How to create and manipulate MapType columns in PySpark Azure Databricks?

Are you looking to find out how to create a MapType column of PySpark DataFrame in the Azure Databricks cloud, or maybe you are looking for a solution, to manipulate the DataFrame MapType column’s value in PySpark Databricks using PySpark’s in-built methods? If you are looking for any of these problem solutions, you have landed on the correct page. I will also show you how to use PySpark to create and manipulate the MapType column and its values in DataFrames in Azure Databricks. I will explain it by taking a practical example. So don’t waste time let’s start with a step-by-step guide to understanding how to create and change the MapType column values in PySpark DataFrame.

In this blog, I will teach you the following with practical examples:

  • Syntax of MapType
  • Creating an instance of the MapType column
  • Creating MapType column using StructType
  • Selecting the sub-class column of MapType column
  • Functions of MapType column

The MapType() is used to create an instance of the MapType column datatype of the DataFrame in PySpark Azure Databricks.

Syntax:

MapType(key_datatype, value_datatype, cantains_null)

What is the syntax of the select() function in PySpark Azure Databricks?

The syntax is as follows:

MapType(key_datatype, value_datatype, cantains_null)
Parameter NameRequiredDescription
key_datatype (DataType)YesIt represents the key column data type.
value_datatype (DataType)YesIt represents the value column data type.
contains_null (bool)OptionalIt represents whether we can have a null value or not.
Table 1: MapType() Method in PySpark Databricks Parameter list with Details

Apache Spark Official Documentation Link: MapType()

Gentle reminder:

In Databricks,

  • sparkSession made available as spark
  • sparkContext made available as sc

In case, you want to create it manually, use the below code.

from pyspark.sql.session import SparkSession

spark = SparkSession.builder 
    .master("local[*]") 
    .appName("azurelib.com") 
    .getOrCreate()

sc = spark.sparkContext

How to create instance of MapType column in PySpark Azure Databricks?

The PySpark MapType() takes three arguments: key column datatype, value column datatype, and a boll value representing whether it can have a null value.
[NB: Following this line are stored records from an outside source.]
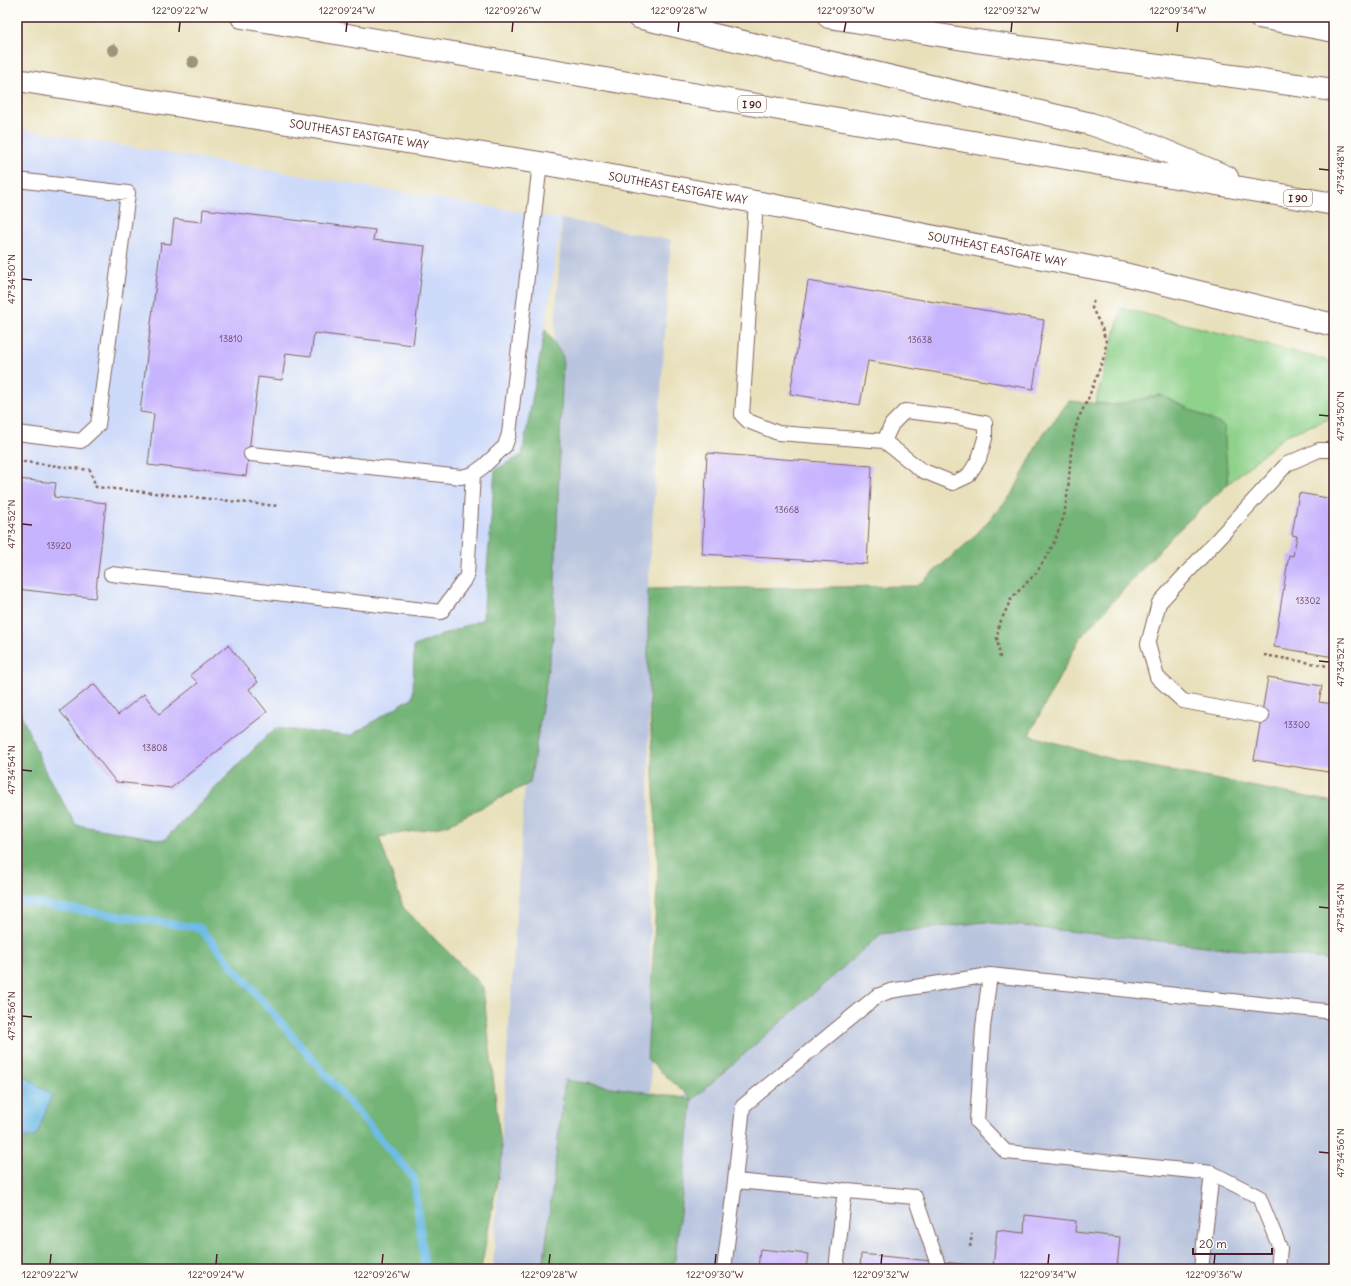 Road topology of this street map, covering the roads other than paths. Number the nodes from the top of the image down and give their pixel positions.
1 (242, 17) edge
2 (638, 17) edge
3 (829, 17) edge
4 (1259, 17) edge
5 (1334, 31) edge
6 (17, 80) edge
7 (1334, 90) edge
8 (540, 163) junction
9 (17, 180) edge
10 (1262, 192) junction
11 (756, 202) junction
12 (1334, 204) edge
13 (1334, 325) edge
14 (17, 433) edge
15 (884, 441) junction
16 (1334, 450) edge
17 (251, 454) dead end
18 (473, 474) junction
19 (111, 574) dead end
20 (1262, 716) dead end
21 (990, 975) junction
22 (1333, 1012) edge
23 (1212, 1173) junction
24 (735, 1181) junction
25 (845, 1190) junction
26 (937, 1262) dead end
27 (724, 1269) edge
28 (836, 1269) edge
29 (1201, 1269) edge
30 (1278, 1269) edge

1 - 10 main road, I 90
2 - 10 main road
3 - 7 main road
4 - 5 main road
6 - 8 main road, SOUTHEAST EASTGATE WAY
8 - 11 main road, SOUTHEAST EASTGATE WAY
8 - 18 lane
9 - 14 lane
10 - 12 main road, I 90
11 - 13 main road, SOUTHEAST EASTGATE WAY
11 - 15 lane
15 - 15 lane
16 - 20 lane
17 - 18 lane
18 - 19 lane
21 - 22 lane
21 - 23 lane
21 - 24 lane
23 - 29 lane
23 - 30 lane
24 - 25 lane
24 - 27 lane
25 - 26 lane
25 - 28 lane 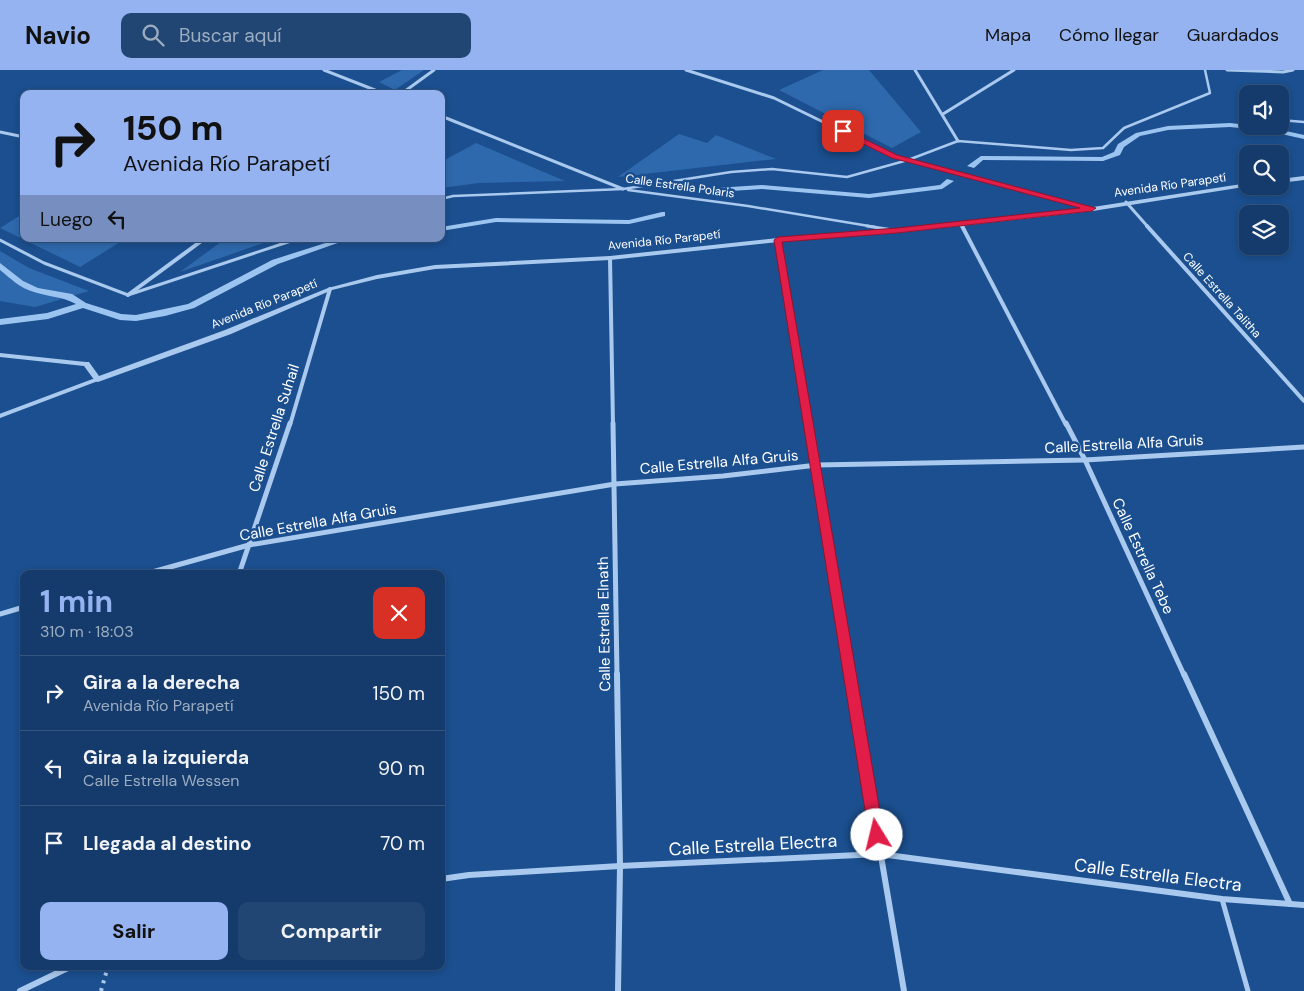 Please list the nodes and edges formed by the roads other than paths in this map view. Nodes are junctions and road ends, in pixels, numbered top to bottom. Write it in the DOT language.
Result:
graph roads {
  1 [pos="324,70"];
  2 [pos="434,70"];
  3 [pos="686,70"];
  4 [pos="915,70"];
  5 [pos="1014,70"];
  6 [pos="1205,70"];
  7 [pos="1227,70"];
  8 [pos="1293,70"];
  9 [pos="375,90"];
  10 [pos="406,90"];
  11 [pos="943,114"];
  12 [pos="445,118"];
  13 [pos="1289,121"];
  14 [pos="1304,122"];
  15 [pos="0,132"];
  16 [pos="20,136"];
  17 [pos="958,141"];
  18 [pos="908,160"];
  19 [pos="1304,178"];
  20 [pos="1289,180"];
  21 [pos="1239,187"];
  22 [pos="623,189"];
  23 [pos="445,198"];
  24 [pos="1126,202"];
  25 [pos="1092,208"];
  26 [pos="961,224"];
  27 [pos="897,231"];
  28 [pos="0,240"];
  29 [pos="778,240"];
  30 [pos="200,242"];
  31 [pos="288,242"];
  32 [pos="610,258"];
  33 [pos="330,289"];
  34 [pos="128,295"];
  35 [pos="0,355"];
  36 [pos="98,379"];
  37 [pos="1304,401"];
  38 [pos="0,416"];
  39 [pos="1304,447"];
  40 [pos="1086,460"];
  41 [pos="817,465"];
  42 [pos="615,484"];
  43 [pos="249,545"];
  44 [pos="158,570"];
  45 [pos="240,570"];
  46 [pos="20,608"];
  47 [pos="0,614"];
  48 [pos="880,854"];
  49 [pos="620,866"];
  50 [pos="445,878"];
  51 [pos="1222,899"];
  52 [pos="1290,904"];
  53 [pos="1304,905"];
  54 [pos="64,970"];
  55 [pos="20,991"];
  56 [pos="618,991"];
  57 [pos="904,991"];
  58 [pos="1248,991"];
  1 -- 9 [label="street"];
  2 -- 10 [label="street"];
  3 -- 18 [label="street"];
  4 -- 11 [label="street"];
  5 -- 11 [label="street"];
  6 -- 17 [label="lane"];
  7 -- 8 [label="street"];
  11 -- 17 [label="street"];
  12 -- 22 [label="street, Calle Estrella Polaris"];
  13 -- 14 [label="lane"];
  15 -- 16 [label="street"];
  17 -- 18 [label="lane"];
  18 -- 22 [label="lane"];
  18 -- 25 [label="street"];
  19 -- 20 [label="street"];
  21 -- 24 [label="street, Avenida Río Parapetí"];
  22 -- 23 [label="lane"];
  22 -- 27 [label="lane, Calle Estrella Polaris"];
  24 -- 25 [label="street, Avenida Río Parapetí"];
  24 -- 37 [label="street, Calle Estrella Talitha"];
  25 -- 26 [label="street, Avenida Río Parapetí"];
  26 -- 27 [label="street, Avenida Río Parapetí"];
  26 -- 40 [label="street, Calle Estrella Tebe"];
  27 -- 29 [label="street, Avenida Río Parapetí"];
  28 -- 34 [label="lane"];
  29 -- 32 [label="street, Avenida Río Parapetí"];
  29 -- 41 [label="street"];
  30 -- 34 [label="street"];
  31 -- 34 [label="lane"];
  32 -- 33 [label="street, Avenida Río Parapetí"];
  32 -- 42 [label="street, Calle Estrella Elnath"];
  33 -- 36 [label="street, Avenida Río Parapetí"];
  33 -- 43 [label="street, Calle Estrella Suhail"];
  35 -- 36 [label="street"];
  36 -- 38 [label="street"];
  39 -- 40 [label="street, Calle Estrella Alfa Gruis"];
  40 -- 41 [label="street, Calle Estrella Alfa Gruis"];
  40 -- 52 [label="street, Calle Estrella Tebe"];
  41 -- 42 [label="street, Calle Estrella Alfa Gruis"];
  41 -- 48 [label="street"];
  42 -- 43 [label="street, Calle Estrella Alfa Gruis"];
  42 -- 49 [label="street, Calle Estrella Elnath"];
  43 -- 44 [label="street, Calle Estrella Alfa Gruis"];
  43 -- 45 [label="street, Calle Estrella Suhail"];
  46 -- 47 [label="street"];
  48 -- 49 [label="street, Calle Estrella Electra"];
  48 -- 51 [label="street, Calle Estrella Electra"];
  48 -- 57 [label="street"];
  49 -- 50 [label="street, Calle Estrella Electra"];
  49 -- 56 [label="street, Calle Estrella Elnath"];
  51 -- 52 [label="street, Calle Estrella Electra"];
  51 -- 58 [label="lane"];
  52 -- 53 [label="street, Calle Estrella Electra"];
  54 -- 55 [label="street"];
}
By default, contains_null is true. Let’s start by creating a DataFrame.

from pyspark.sql.types import IntegerType, StringType, MapType

map_column = MapType(IntegerType(),StringType(),False)

Note: The data type of the key column will not accept a null/None value.

How to create MapType columns in PySpark Azure Databricks?

Download and use the below source file.

from pyspark.sql.types import StructType, StructField, MapType, StringType

schema = StructType([
    StructField("name", StringType(), True),
    StructField("info", MapType(StringType(), StringType(), True), True)
])

data = [
    ("Arasan", ({"age": "23", "blood": "B+"})),
    ("Karthik", ({"age": "24", "blood": "B-"})),
    ("Sanjay", ({"age": "28", "blood": "O-"})),
    ("Marish", None)
]

# If you want to read data from a file, I have attached the dataset above this code, download and use it.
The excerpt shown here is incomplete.